Today, if you have the time, watch a film with printed titles instead of dialogue. After all, today is Silent Movie Day. With the exceptions of the Sebastopol and the Elmwood, the theaters and festivals don’t seem to care.
The now-defunct Silent Movie Theater in Hollywood
Better yet, watch one or two of these silent films – all masterpieces. And remember that no matter how wonderful these movies are at home, they’re far better with an audience and live music.
City Lights (1931)
In Charlie Chaplin’s most perfect comedy, the little tramp falls in love with a blind flower girl and befriends a suicidal, alcoholic millionaire. Neither of his friends know the real Charlie. The result is funny and touching, with one of cinema’s greatest endings. Sound came to the movies while Chaplin was making City Lights, resulting in an essentially silent film with a recorded musical score. Comedy has rarely achieved such perfection. Read my Blu-ray review.
The General (1926)
Buster Keaton’s Civil War opus just might be the most beautiful and spectacular comedy ever filmed – a perfect blending of comedy and epic adventure (even though the good guys are the confederates). Loosely based on an actual Civil War event, Keaton mixed slapstick comedy with battlefield carnage. He hired thousands of extras and filmed what may be the single most expensive shot of the silent era – then used that shot as the setup for a gag in close-up. Read my full article.
The Gold Rush (1925)
In this epic comic adventure, Chaplin’s tramp travels through the frozen Yukon of the Alaskan gold rush, gets marooned in a cabin with two much stronger men, nearly starves to death, nearly becomes dinner, and falls in love with a dancehall girl who scarcely knows he exists. Within this seemingly serious story, you’ll find some of Chaplin’s funniest set pieces, including the Thanksgiving dinner of boiled shoe, the dance of the rolls, and my favorite: the fight over the rifle that always points at Charlie. Read my Blu-ray Review.
The Kid Brother (1927)
No one seems to notice that Harold Hickory is the smartest person in town. He builds contraptions to help him with his chores. He regularly outwits the large bully next door. When his much stronger brothers set out to beat him up, he tricks them into attacking their even stronger father. But when criminals rob the town’s treasury and Harold’s father is about to be lynched, Harold must save the day. This was the film that made me love silents. Read my blu-ray review.
The Last Laugh (1924)
If the clothes make the man, what happens to the man when he loses the clothes? Does it destroy his self-esteem? Or the esteem in the eyes of his friends and family? That’s exactly what happens in F.W. Murnau’s 1924 masterpiece, The Last Laugh, where an aging hotel doorman (Emil Jannings) must trade in his fancy uniform for a men’s room attendant’s plain coat. Read my Blu-ray review.

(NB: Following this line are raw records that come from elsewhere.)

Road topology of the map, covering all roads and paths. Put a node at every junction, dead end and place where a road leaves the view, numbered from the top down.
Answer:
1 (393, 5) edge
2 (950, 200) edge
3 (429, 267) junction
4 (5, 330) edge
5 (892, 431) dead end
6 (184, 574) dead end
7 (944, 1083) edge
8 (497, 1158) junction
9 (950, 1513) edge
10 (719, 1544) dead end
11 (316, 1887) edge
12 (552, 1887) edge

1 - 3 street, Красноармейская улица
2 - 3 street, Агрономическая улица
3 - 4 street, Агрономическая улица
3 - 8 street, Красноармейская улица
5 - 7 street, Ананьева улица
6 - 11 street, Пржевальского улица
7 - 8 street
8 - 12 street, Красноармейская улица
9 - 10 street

The Passion of Joan of Arc (1928)
One would assume that courtroom drama isn’t the best genre for silent films. And yet, by concentrating on faces and the emotions they display, Carl Theodor Dreyer’s The Passion of Joan of Arc surpasses all but a few cinematic dramas, silent or otherwise. Based on transcripts from the Saint’s 15th-century trial for heresy, Dreyer’s film is about people – not myths. Renée Jeanne Falconetti plays Joan as an illiterate, terrified, 19-year-old peasant girl in way over her head. Read my larger appreciation.
Sunrise: A Song of Two Humans (1927)
Haunting, romantic, and impressionistic, F. W. Murnau’s first American feature turns the mundane into the fantastic and the world into a work of art. The plot is simple: A marriage, almost destroyed by another woman, is healed by a day of reconciliation and romance in the big city. Yet it’s the execution – with its stylized sets, beautiful photography, and expressionist performances – that makes it both touchingly personal and abstractly mythological. Read my Blu-ray review.

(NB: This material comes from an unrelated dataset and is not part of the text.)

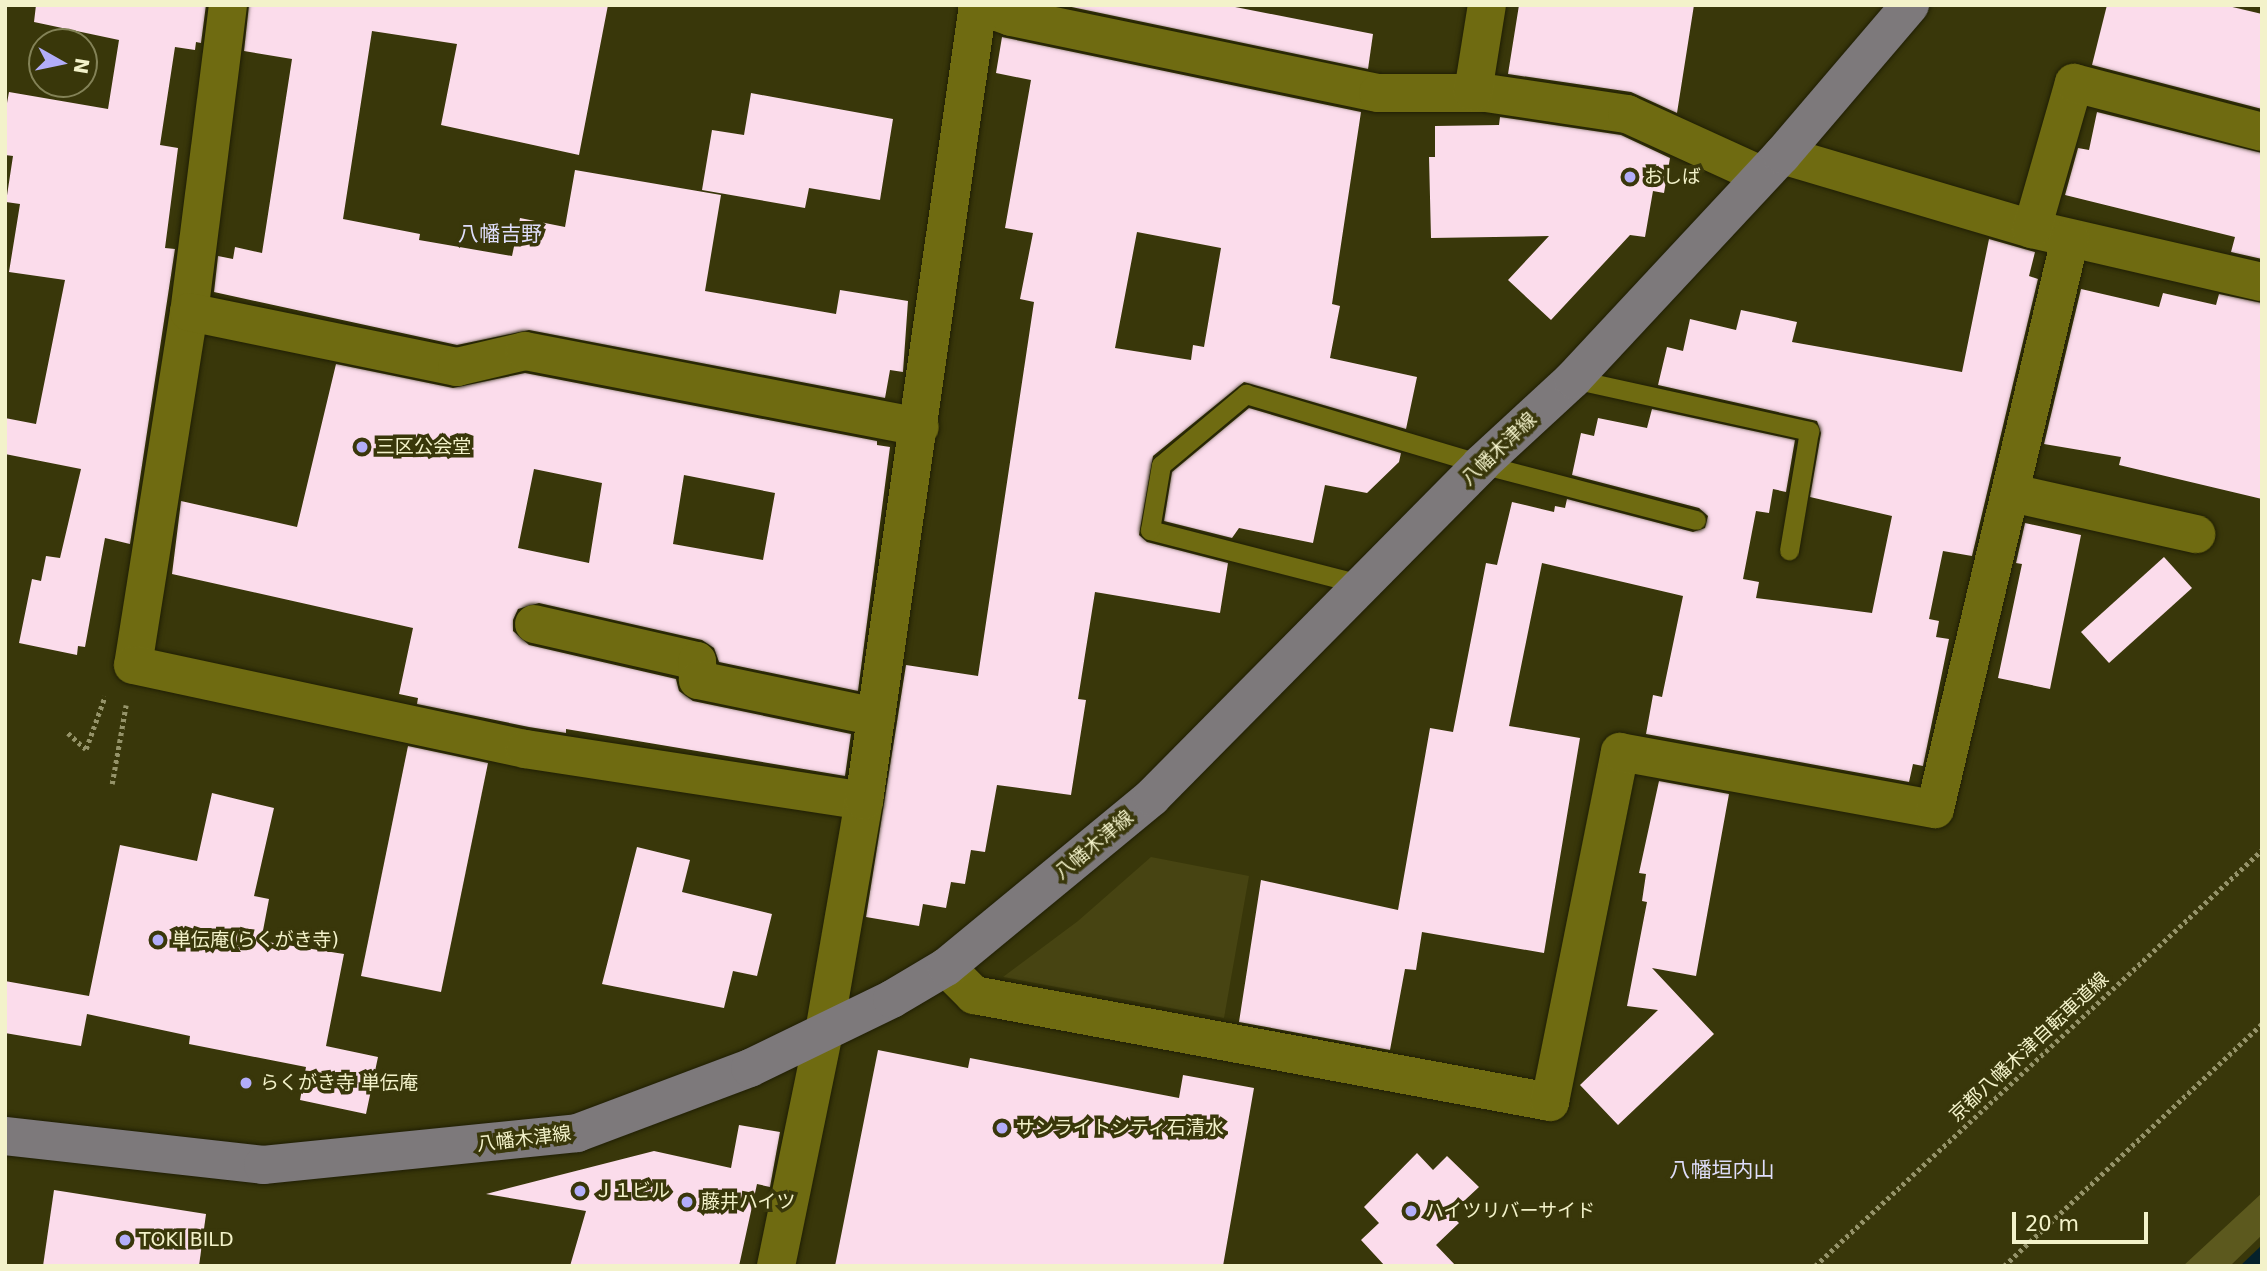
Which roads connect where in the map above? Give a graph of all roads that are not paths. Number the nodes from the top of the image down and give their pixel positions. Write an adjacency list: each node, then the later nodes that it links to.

Films that aren’t easily streamed and not on disc
The Crowd (1927)
A young man comes to New York, dreaming of success and wealth. Reality refuses to live up to his dreams–perhaps because he dreams too much. Told with daring photography, real locations, surreal sets, and subtle pantomime, The Crowd brings you through dizzying joy and wrenching tragedy as it follows the story of an ordinary man who refuses to accept that he’s ordinary. Warner Brothers doesn’t seem to want to show this masterpiece. This stream from the Internet Archive isn’t very good, but it’s the best I could find. Read my article.
Able Gance created what may be the longest film ever made, intended to be projected on three giant screens. No other film I’ve seen uses the camera and the editor’s scissors quite like this one. Gance put the camera on a pendulum and swung it over heated political arguments, cut so swiftly that many shots are almost subliminal, and used double exposure expressively. And then, for the closing, he opened up the screen to three times its original width.
Don’t expect to see anything close to the original…ever. I’ve seen it twice over 40 years, both at the Paramount, with special projectors and screens. And it’s way too big for your home.